If you've encountered these issues, fine-tuning might be a solution. While other techniques like vector search, caching, and prompt chaining can help with some problems, fine-tuning is often the most effective and versatile option.
Benefits of Fine-Tuning:
- Improved Performance: Fine-tuning tailors the model to your specific needs, resulting in better task performance.
- Lower Cost and Latency: Fine-tuning can reduce the number of tokens required to generate a response, resulting in lower costs and latency.
- Enhanced Privacy: Fine-tuning with your own data and deployment adds an extra layer of privacy.
However, there are challenges:
- Time and Resource Consuming: Fine-tuning is a lengthy process and requires a lot of resources (Huge GPUs), involving training, optimization, and evaluation.
- Expertise: Achieving optimal results requires expertise in data handling, training, and inference techniques.
- Lack of Contextual Knowledge: Fine-tuned models excel in specific tasks but may lack the versatility of closed-source models like GPT-4.
When to Fine-Tune an LLM?
When prompting doesn't work for you and you have the resources to fine-tune a model. It's that simple!
By resources I mean:
- compute power (GPUs)
- time and expertise (know WTF are you doing)
- high quality data - labels if you are doing summarization, text extraction or other task that requires labels
Base (non-instruction tuned) LLM models can be trained in a supervised manner. The process is similar to training a traditional deep learning model. You need to prepare the data, choose a model, fine-tune it, and evaluate the results. The main difference is that you'll be using text as input and output.
Of course, you can fine-tune and instruction tuned model, but that would require a dataset of instructions. The process is similar to fine-tuning a base model, but you'll need to use proper prompt formatting.
Setup
We'll use some common libraries like PyTorch and HuggingFace Transformers. Besides those, we'll need some additional libraries for fine-tuning the Llama 2 model:
!pip install -Uqqq pip --progress-bar off
!pip install -qqq torch==2.0.1 --progress-bar off
!pip install -qqq transformers==4.32.1 --progress-bar off
!pip install -qqq datasets==2.14.4 --progress-bar off
!pip install -qqq peft==0.5.0 --progress-bar off
!pip install -qqq bitsandbytes==0.41.1 --progress-bar off
!pip install -qqq trl==0.7.1 --progress-bar off
The bitsandbytes
3 library will help us load the model in 4 bits. The
peft
4 library gives us tools to use the LoRA technique. The trl
5
library provides a trainer class that we'll use to fine-tune the model.
Next, let's add the required imports:
import json
import re
from pprint import pprint
import pandas as pd
import torch
from datasets import Dataset, load_dataset
from huggingface_hub import notebook_login
from peft import LoraConfig, PeftModel
from transformers import (
AutoModelForCausalLM,
AutoTokenizer,
BitsAndBytesConfig,
TrainingArguments,
)
from trl import SFTTrainer
DEVICE = "cuda:0" if torch.cuda.is_available() else "cpu"

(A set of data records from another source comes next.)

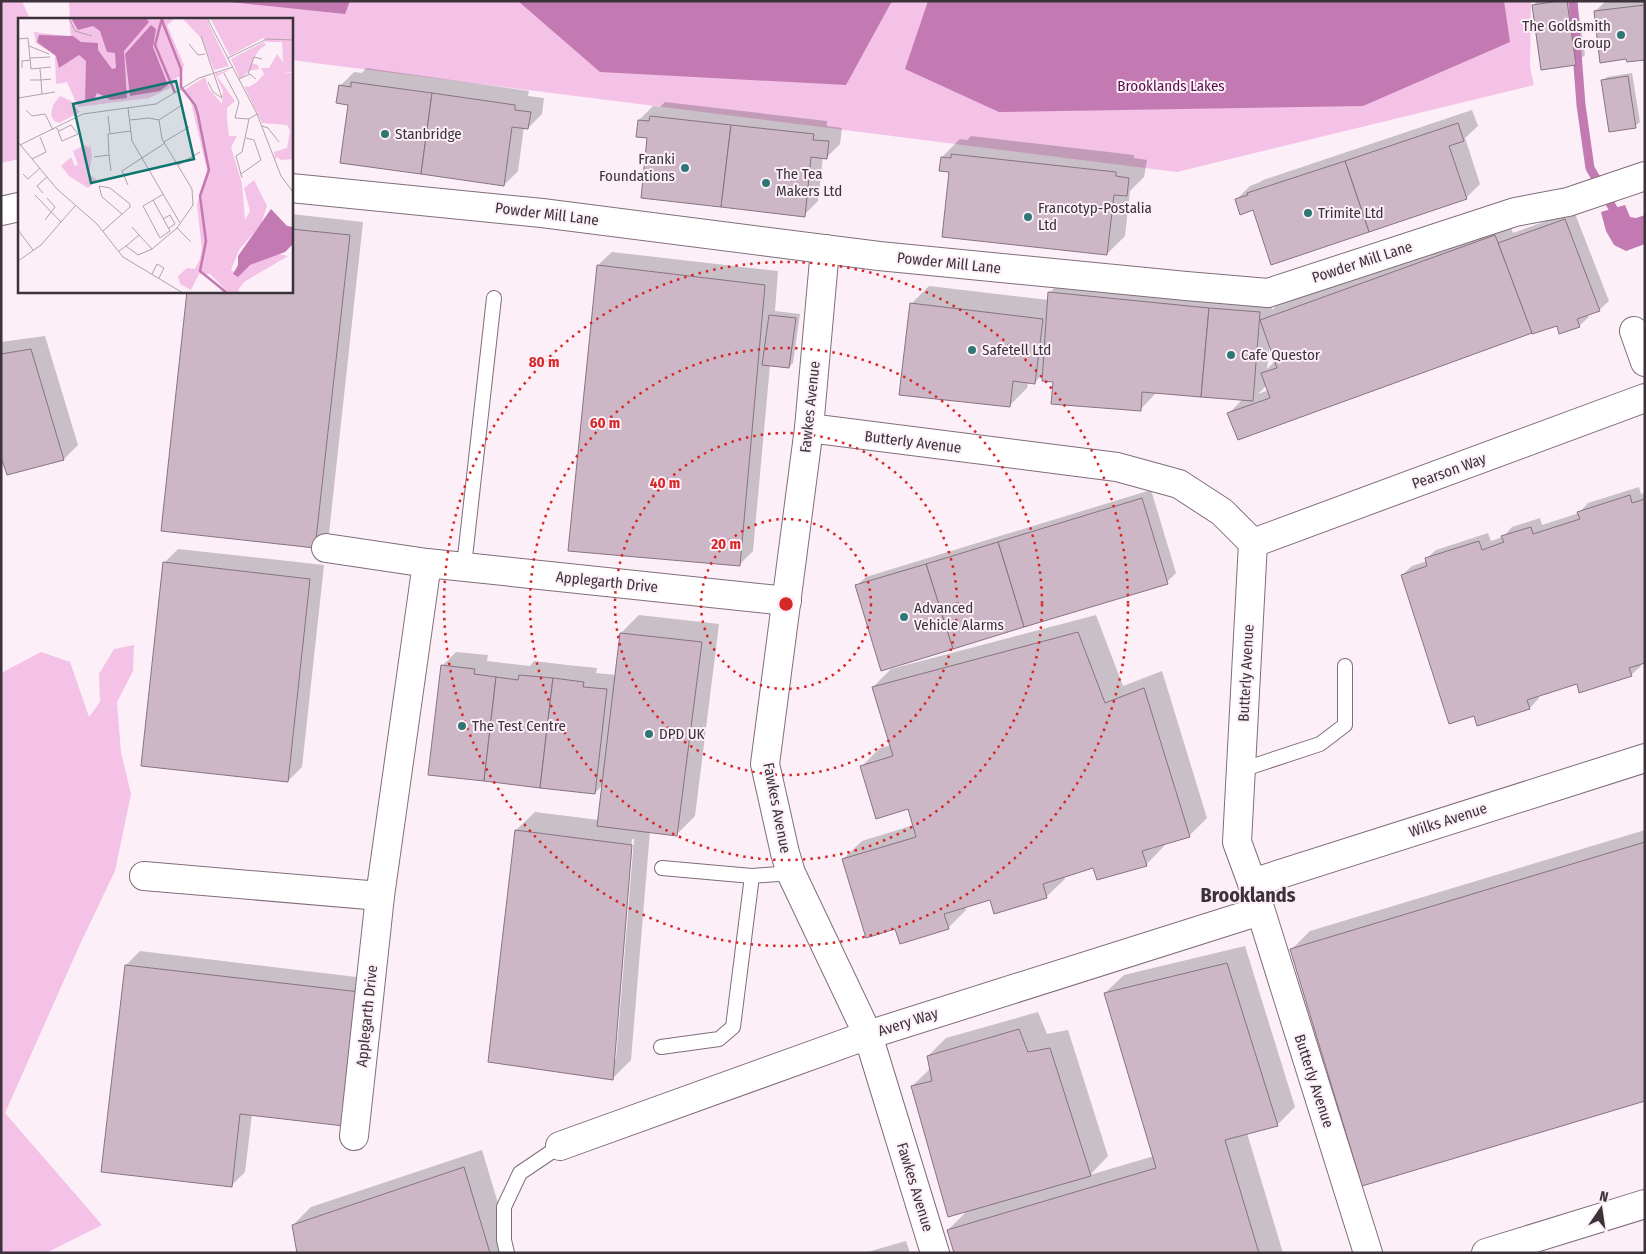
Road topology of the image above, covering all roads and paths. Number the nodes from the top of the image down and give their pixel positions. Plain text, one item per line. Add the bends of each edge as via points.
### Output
1 (1645, 176) edge
2 (292, 188) edge
3 (18, 207) edge
4 (1, 212) edge
5 (826, 249) junction
6 (494, 298) dead end
7 (1634, 330) dead end
8 (1645, 362) edge
9 (1645, 398) edge
10 (809, 428) junction
11 (1253, 543) junction
12 (326, 548) dead end
13 (427, 563) junction
14 (464, 566) junction
15 (787, 601) junction
16 (1345, 666) dead end
17 (1645, 758) edge
18 (1240, 770) junction
19 (662, 868) dead end
20 (791, 873) junction
21 (144, 876) dead end
22 (752, 876) junction
23 (1252, 883) junction
24 (380, 896) junction
25 (1260, 911) junction
26 (868, 1035) junction
27 (661, 1047) dead end
28 (354, 1136) dead end
29 (560, 1146) joint
30 (1645, 1204) edge
31 (507, 1253) edge
32 (935, 1253) edge
33 (1368, 1253) edge
34 (1486, 1253) edge

1 - 5 street, Powder Mill Lane via 1568,202 1515,212 1268,292
2 - 5 street, Powder Mill Lane via 542,213
3 - 4 street
5 - 10 street, Fawkes Avenue
6 - 14 lane
7 - 8 street
9 - 11 street, Pearson Way
10 - 11 street, Butterly Avenue via 1126,470 1180,484 1222,512
10 - 15 street, Fawkes Avenue
11 - 18 street, Butterly Avenue
12 - 13 street, Applegarth Drive
13 - 14 street, Applegarth Drive
13 - 24 street, Applegarth Drive
14 - 15 street, Applegarth Drive
15 - 20 street, Fawkes Avenue via 765,764
16 - 18 lane via 1345,724 1320,744
17 - 23 street, Wilks Avenue
18 - 23 street, Butterly Avenue via 1237,842
19 - 22 lane
20 - 22 lane
20 - 26 street, Fawkes Avenue
21 - 24 street
22 - 27 lane via 734,1027 719,1039
23 - 25 street, Butterly Avenue
24 - 28 street, Applegarth Drive
25 - 26 street, Avery Way
25 - 33 street, Butterly Avenue
26 - 29 street, Avery Way
26 - 32 street, Fawkes Avenue
29 - 31 lane via 520,1173 504,1207
30 - 34 street

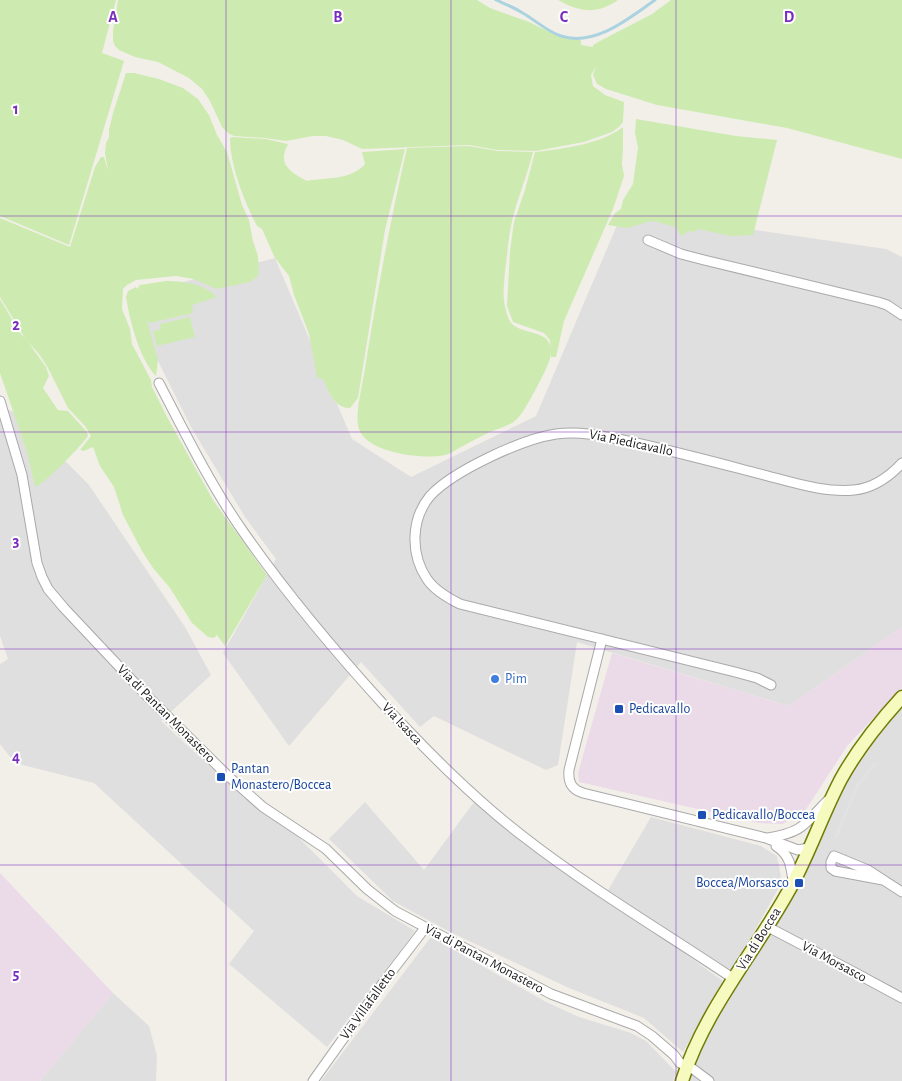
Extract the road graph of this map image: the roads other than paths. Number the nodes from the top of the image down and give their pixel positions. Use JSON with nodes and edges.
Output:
{"nodes":[{"id":1,"x":648,"y":240,"type":"dead end"},
{"id":2,"x":902,"y":315,"type":"edge"},
{"id":3,"x":159,"y":383,"type":"dead end"},
{"id":4,"x":0,"y":401,"type":"edge"},
{"id":5,"x":902,"y":463,"type":"edge"},
{"id":6,"x":602,"y":640,"type":"junction"},
{"id":7,"x":771,"y":685,"type":"dead end"},
{"id":8,"x":902,"y":697,"type":"edge"},
{"id":9,"x":832,"y":797,"type":"junction"},
{"id":10,"x":766,"y":838,"type":"junction"},
{"id":11,"x":809,"y":848,"type":"junction"},
{"id":12,"x":883,"y":880,"type":"junction"},
{"id":13,"x":793,"y":883,"type":"junction"},
{"id":14,"x":902,"y":892,"type":"edge"},
{"id":15,"x":766,"y":926,"type":"junction"},
{"id":16,"x":425,"y":928,"type":"junction"},
{"id":17,"x":734,"y":979,"type":"junction"},
{"id":18,"x":902,"y":998,"type":"edge"},
{"id":19,"x":687,"y":1066,"type":"junction"},
{"id":20,"x":313,"y":1081,"type":"edge"},
{"id":21,"x":682,"y":1081,"type":"edge"},
{"id":22,"x":709,"y":1081,"type":"edge"}],
"edges":[{"from":1,"to":2,"type":"street"},
{"from":3,"to":17,"type":"street","name":"Via Isasca"},
{"from":4,"to":16,"type":"street","name":"Via di Pantan Monastero"},
{"from":5,"to":6,"type":"street","name":"Via Piedicavallo"},
{"from":6,"to":7,"type":"street","name":"Via Piedicavallo"},
{"from":6,"to":10,"type":"street"},
{"from":8,"to":9,"type":"main road","name":"Via di Boccea"},
{"from":9,"to":10,"type":"street"},
{"from":9,"to":11,"type":"main road","name":"Via di Boccea"},
{"from":10,"to":11,"type":"street"},
{"from":10,"to":13,"type":"street"},
{"from":11,"to":13,"type":"main road","name":"Via di Boccea"},
{"from":12,"to":12,"type":"street"},
{"from":12,"to":14,"type":"street"},
{"from":13,"to":15,"type":"main road","name":"Via di Boccea"},
{"from":15,"to":17,"type":"main road","name":"Via di Boccea"},
{"from":15,"to":18,"type":"street","name":"Via Morsasco"},
{"from":16,"to":19,"type":"street","name":"Via di Pantan Monastero"},
{"from":16,"to":20,"type":"street","name":"Via Villafalletto"},
{"from":17,"to":19,"type":"main road","name":"Via di Boccea"},
{"from":19,"to":21,"type":"main road","name":"Via di Boccea"},
{"from":19,"to":22,"type":"street","name":"Via di Pantan Monastero"}]}
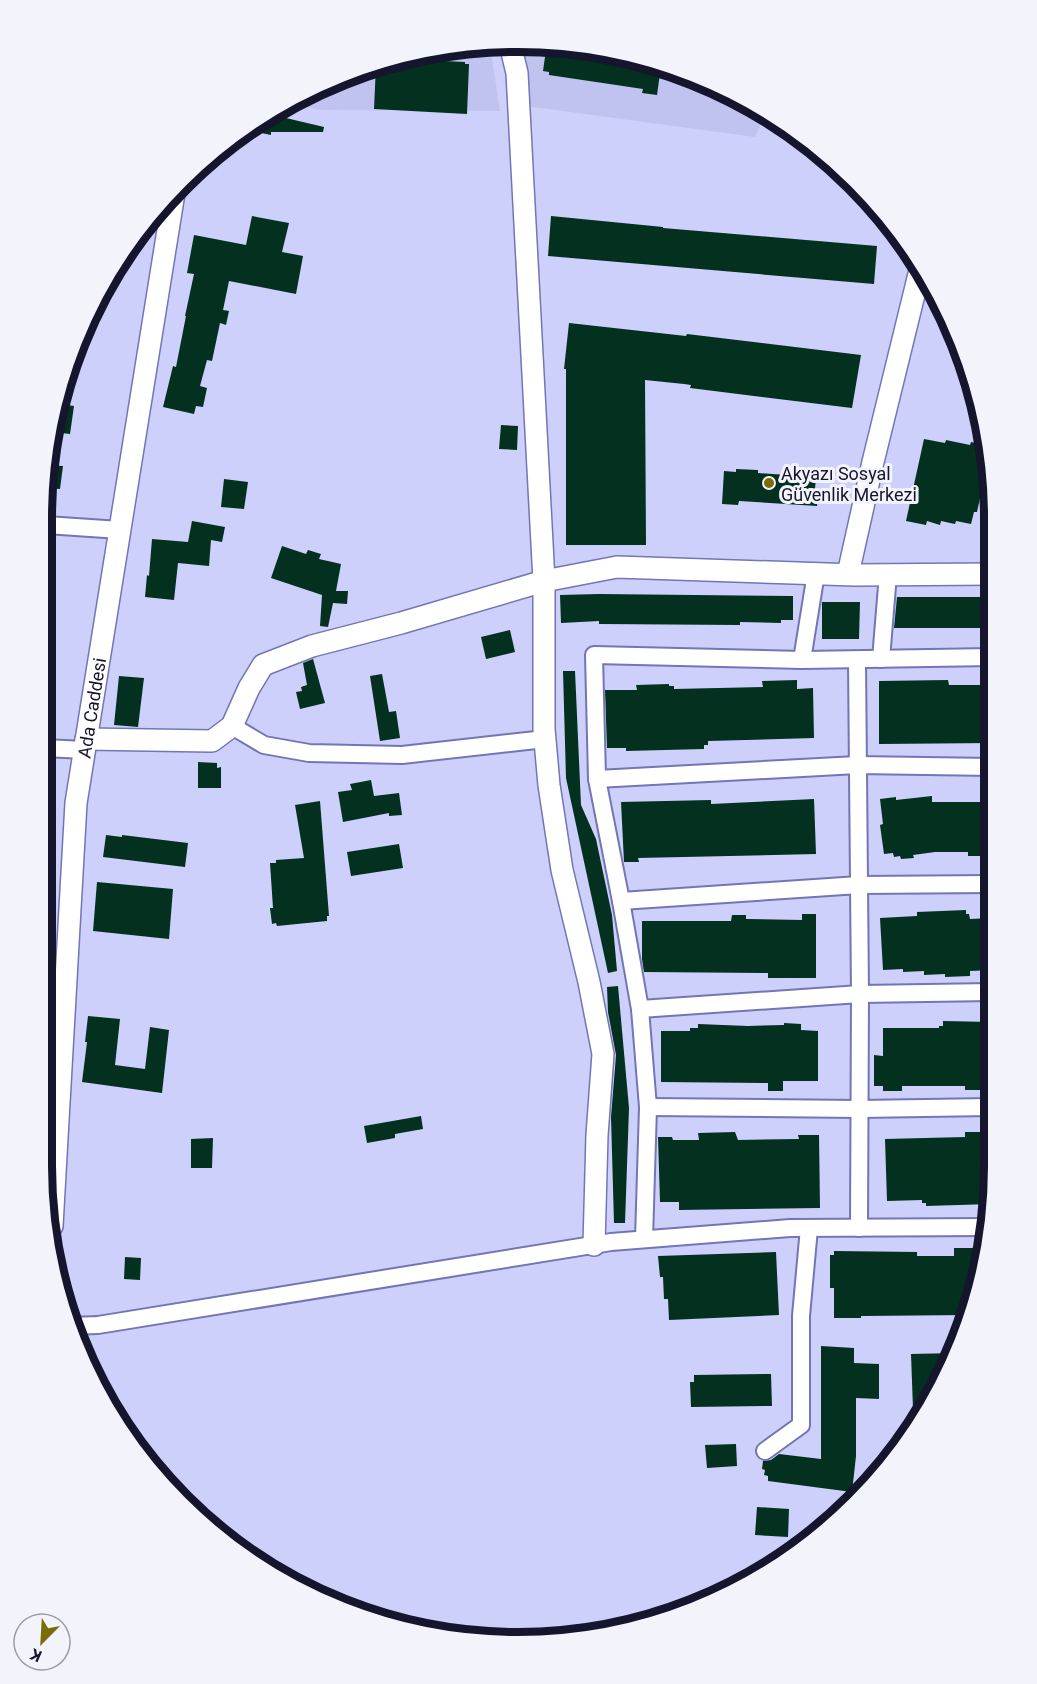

MODEL_NAME = "meta-llama/Llama-2-7b-hf"
The model we'll use is the 7b version of Llama 2 (by Meta AI). It's the base model (not instruction tuned), since we'll not use it in conversational mode.
Data Preprocessing
The dataset we'll use is a collection of conversations between a customer and a support agent over Twitter. The data itself is provided by Salesforce and is available on the HuggingFace Datasets6 hub. The dataset contains 1099 conversations, split into 879 for training, 110 for validation, and 110 for testing. Let's load it:
dataset = load_dataset("Salesforce/dialogstudio", "TweetSumm")
dataset
DatasetDict({
train: Dataset({
features: ['original dialog id', 'new dialog id', 'dialog index',
'original dialog info', 'log', 'prompt'],
num_rows: 879
})
validation: Dataset({
features: ['original dialog id', 'new dialog id', 'dialog index',
'original dialog info', 'log', 'prompt'],
num_rows: 110
})
test: Dataset({
features: ['original dialog id', 'new dialog id', 'dialog index',
'original dialog info', 'log', 'prompt'],
num_rows: 110
})
})
Let's have a look at the preview on HuggingFace Datasets Hub:
We're primarily interested in two fields:
original dialog info
- the summary of the conversation.log
- the conversation itself.
Let's write a function that extracts the summary and the conversation from a data point:
def generate_text(data_point):
summaries = json.loads(data_point["original dialog info"])["summaries"][
"abstractive_summaries"
]
summary = summaries[0]
summary = " ".join(summary)
conversation_text = create_conversation_text(data_point)
return {
"conversation": conversation_text,
"summary": summary,
"text": generate_training_prompt(conversation_text, summary),
}
The summary is extracted from the structure of the data point. Here's an example summary:
Customer enquired about his Iphone and Apple watch which is not showing his any
steps/activity and health activities. Agent is asking to move to DM and look
into it.
Let's have a look at the create_conversation_text
function:
def create_conversation_text(data_point):
text = ""
for item in data_point["log"]:
user = clean_text(item["user utterance"])
text += f"user: {user.strip()}\n"
agent = clean_text(item["system response"])
text += f"agent: {agent.strip()}\n"
return text
def clean_text(text):
text = re.sub(r"http\S+", "", text)
text = re.sub(r"@[^\s]+", "", text)
text = re.sub(r"\s+", " ", text)
return re.sub(r"\^[^ ]+", "", text)
The function puts together the conversation text from the log
field of the
data point. It also cleans the text by removing URLs, mentions, and extra
spaces. Here's an example conversation:
user: So neither my iPhone nor my Apple Watch are recording my steps/activity,
and Health doesn't recognise either source anymore for some reason. Any ideas?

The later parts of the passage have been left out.